(Information given)
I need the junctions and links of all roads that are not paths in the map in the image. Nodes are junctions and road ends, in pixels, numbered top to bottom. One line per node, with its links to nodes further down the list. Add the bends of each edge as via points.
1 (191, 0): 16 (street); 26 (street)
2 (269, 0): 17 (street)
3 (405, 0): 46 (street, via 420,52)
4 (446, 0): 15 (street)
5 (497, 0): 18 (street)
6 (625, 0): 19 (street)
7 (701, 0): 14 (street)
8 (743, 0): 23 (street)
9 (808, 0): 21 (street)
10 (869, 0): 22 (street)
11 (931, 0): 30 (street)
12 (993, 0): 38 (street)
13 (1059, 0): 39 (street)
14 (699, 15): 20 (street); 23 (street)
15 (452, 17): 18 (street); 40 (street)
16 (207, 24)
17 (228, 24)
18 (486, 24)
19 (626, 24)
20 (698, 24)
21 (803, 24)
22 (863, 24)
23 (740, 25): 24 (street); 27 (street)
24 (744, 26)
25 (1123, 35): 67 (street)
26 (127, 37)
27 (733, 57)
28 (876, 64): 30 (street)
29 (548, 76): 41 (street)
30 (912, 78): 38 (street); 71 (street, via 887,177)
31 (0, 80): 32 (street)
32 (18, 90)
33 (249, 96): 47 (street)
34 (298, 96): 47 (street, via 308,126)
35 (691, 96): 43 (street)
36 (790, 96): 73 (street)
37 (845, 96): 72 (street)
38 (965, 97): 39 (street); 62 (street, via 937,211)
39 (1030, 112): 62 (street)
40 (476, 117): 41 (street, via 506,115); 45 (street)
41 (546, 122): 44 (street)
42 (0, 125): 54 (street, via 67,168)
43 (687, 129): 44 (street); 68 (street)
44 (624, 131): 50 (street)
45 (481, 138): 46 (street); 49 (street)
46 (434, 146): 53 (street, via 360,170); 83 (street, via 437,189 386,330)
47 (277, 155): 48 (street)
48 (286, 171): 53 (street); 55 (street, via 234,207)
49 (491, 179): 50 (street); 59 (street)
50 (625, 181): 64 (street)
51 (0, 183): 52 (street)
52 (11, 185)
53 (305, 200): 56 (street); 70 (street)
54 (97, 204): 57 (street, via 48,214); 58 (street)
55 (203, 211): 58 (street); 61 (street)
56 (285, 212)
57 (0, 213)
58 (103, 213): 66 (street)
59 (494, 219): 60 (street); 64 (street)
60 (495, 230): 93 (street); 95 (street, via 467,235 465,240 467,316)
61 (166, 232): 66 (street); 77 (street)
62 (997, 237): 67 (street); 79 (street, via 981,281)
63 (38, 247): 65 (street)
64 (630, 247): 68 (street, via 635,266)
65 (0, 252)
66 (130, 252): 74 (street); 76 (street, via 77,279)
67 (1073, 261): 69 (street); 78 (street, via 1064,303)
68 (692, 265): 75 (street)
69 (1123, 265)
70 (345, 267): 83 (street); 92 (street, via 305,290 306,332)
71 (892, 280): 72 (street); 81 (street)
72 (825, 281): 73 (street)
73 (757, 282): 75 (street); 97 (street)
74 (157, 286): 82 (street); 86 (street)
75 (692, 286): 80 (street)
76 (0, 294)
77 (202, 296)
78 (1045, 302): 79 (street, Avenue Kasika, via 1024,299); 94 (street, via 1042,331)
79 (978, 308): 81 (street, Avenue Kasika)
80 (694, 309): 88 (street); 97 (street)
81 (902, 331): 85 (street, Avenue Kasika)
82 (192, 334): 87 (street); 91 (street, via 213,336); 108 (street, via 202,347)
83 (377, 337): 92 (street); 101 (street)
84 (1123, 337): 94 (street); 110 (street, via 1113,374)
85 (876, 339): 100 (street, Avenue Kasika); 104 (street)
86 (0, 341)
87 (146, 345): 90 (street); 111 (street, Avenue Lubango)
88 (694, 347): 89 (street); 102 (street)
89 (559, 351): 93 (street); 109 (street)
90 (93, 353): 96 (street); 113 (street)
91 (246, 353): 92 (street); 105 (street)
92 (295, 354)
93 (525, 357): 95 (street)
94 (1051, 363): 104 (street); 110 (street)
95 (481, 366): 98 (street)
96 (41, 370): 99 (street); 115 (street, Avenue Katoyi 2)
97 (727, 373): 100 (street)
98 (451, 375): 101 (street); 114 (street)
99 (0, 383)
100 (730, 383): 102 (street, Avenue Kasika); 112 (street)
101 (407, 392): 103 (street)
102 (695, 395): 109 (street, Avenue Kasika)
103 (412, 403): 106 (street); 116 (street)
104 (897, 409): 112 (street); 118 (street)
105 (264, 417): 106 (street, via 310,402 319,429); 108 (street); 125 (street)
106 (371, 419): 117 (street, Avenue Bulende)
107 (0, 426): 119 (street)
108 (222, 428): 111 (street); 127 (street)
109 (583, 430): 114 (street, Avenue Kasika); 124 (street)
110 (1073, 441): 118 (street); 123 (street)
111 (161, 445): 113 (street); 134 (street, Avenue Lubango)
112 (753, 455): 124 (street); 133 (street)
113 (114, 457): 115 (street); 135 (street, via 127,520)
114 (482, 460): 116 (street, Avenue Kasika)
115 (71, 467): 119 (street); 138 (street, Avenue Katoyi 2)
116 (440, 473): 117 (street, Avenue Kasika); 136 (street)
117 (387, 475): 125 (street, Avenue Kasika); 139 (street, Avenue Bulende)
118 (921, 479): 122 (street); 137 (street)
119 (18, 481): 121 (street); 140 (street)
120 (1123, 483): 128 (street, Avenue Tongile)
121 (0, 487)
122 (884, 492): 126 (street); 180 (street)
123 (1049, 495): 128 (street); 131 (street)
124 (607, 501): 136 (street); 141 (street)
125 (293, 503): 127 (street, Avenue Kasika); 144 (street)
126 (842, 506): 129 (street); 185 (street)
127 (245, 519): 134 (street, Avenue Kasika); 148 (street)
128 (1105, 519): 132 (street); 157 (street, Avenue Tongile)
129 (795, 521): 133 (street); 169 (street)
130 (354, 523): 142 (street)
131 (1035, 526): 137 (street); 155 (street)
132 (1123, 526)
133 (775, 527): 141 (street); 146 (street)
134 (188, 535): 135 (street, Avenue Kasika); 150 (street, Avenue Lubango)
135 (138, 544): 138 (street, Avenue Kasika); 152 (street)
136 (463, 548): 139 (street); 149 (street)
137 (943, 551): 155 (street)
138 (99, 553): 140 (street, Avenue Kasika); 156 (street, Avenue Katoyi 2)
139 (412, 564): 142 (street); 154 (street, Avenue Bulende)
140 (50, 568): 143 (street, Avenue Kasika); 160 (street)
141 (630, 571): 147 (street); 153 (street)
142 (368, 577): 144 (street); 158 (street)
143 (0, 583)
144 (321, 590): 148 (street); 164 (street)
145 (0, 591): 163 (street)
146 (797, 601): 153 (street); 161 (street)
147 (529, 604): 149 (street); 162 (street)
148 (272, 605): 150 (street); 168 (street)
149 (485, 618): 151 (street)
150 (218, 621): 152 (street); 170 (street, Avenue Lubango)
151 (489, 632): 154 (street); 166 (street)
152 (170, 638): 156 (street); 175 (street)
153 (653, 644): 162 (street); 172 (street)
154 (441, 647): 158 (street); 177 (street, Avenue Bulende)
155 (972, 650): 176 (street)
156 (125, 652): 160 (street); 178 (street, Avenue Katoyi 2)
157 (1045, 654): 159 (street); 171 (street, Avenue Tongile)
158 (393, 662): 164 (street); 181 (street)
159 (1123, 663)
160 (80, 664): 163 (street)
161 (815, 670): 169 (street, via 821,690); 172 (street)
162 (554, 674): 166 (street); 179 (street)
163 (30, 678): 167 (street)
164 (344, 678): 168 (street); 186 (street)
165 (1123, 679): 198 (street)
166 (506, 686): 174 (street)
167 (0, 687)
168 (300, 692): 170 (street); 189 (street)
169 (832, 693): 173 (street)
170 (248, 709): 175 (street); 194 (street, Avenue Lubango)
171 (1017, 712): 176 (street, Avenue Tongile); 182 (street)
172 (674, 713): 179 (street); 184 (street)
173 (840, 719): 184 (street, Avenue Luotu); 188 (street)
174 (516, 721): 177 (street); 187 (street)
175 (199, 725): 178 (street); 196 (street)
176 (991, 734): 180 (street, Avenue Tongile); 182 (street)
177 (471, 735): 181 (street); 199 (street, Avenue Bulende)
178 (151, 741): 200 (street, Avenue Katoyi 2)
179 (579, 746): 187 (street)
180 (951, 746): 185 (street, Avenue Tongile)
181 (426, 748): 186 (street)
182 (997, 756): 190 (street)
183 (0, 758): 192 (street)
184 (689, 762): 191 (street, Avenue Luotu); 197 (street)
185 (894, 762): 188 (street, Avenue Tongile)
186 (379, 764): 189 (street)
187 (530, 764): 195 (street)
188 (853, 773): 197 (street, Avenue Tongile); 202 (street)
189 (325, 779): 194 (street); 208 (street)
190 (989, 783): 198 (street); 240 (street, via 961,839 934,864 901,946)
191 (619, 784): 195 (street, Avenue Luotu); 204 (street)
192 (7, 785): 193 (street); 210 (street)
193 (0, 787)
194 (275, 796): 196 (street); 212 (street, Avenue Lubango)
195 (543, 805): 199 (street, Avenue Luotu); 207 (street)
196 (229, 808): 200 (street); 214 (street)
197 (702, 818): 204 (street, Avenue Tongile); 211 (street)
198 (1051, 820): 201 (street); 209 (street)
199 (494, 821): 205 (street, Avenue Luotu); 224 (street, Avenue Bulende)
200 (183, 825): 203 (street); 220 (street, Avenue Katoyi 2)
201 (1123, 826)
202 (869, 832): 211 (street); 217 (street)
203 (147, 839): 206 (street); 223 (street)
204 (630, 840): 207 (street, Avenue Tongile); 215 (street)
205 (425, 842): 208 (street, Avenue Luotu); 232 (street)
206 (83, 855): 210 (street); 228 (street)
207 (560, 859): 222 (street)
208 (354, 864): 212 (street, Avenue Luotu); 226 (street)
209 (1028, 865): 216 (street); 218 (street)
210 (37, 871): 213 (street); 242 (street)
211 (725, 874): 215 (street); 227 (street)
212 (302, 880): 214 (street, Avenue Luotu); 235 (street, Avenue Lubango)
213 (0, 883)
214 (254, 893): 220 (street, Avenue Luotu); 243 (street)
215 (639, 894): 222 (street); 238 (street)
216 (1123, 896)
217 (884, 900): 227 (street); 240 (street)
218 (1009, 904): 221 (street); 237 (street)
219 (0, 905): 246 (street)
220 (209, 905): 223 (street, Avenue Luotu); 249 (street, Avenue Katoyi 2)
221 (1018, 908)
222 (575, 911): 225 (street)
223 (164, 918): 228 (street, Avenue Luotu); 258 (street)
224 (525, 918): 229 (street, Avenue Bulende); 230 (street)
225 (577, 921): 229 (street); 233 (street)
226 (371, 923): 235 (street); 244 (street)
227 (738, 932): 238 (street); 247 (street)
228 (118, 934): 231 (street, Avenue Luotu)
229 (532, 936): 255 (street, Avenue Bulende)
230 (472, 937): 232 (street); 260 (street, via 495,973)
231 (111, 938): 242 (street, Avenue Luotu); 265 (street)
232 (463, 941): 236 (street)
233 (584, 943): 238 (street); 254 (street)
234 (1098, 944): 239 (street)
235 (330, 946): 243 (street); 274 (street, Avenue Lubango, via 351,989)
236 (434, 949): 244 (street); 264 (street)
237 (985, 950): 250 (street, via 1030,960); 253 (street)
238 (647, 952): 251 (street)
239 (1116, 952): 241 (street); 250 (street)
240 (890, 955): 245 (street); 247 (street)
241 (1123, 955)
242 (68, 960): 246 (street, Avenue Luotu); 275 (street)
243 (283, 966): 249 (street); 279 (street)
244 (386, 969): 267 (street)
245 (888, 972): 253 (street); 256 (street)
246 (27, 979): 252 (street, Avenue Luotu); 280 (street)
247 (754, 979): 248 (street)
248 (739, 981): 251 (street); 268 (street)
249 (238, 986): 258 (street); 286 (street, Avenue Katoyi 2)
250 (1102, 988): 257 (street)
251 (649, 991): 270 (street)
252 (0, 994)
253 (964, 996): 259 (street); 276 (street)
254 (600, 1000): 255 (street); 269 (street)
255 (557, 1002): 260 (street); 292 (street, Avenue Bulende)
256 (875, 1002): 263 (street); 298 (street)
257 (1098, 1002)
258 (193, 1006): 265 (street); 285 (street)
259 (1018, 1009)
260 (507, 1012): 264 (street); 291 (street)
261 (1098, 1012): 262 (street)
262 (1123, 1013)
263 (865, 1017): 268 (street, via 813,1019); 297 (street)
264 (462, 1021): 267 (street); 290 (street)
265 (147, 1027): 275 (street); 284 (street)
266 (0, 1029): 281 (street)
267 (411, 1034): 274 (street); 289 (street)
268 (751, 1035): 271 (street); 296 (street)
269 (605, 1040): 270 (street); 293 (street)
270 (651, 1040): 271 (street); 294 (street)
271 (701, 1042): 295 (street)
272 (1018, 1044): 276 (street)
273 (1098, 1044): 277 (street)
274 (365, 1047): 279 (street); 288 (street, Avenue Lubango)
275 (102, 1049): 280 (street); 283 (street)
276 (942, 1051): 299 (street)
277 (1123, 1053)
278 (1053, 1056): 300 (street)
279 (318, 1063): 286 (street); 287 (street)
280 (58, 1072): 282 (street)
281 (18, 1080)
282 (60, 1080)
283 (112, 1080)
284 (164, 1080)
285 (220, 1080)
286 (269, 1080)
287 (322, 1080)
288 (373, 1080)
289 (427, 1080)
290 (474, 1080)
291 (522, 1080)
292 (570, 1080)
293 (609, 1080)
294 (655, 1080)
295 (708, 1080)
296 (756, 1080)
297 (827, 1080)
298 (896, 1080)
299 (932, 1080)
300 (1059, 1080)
(End Information given)
* [Work to be completed]: Tally the lines in the listing that hold the string "Lubango"; your reply is that total alone.

* [Result of the task]: 9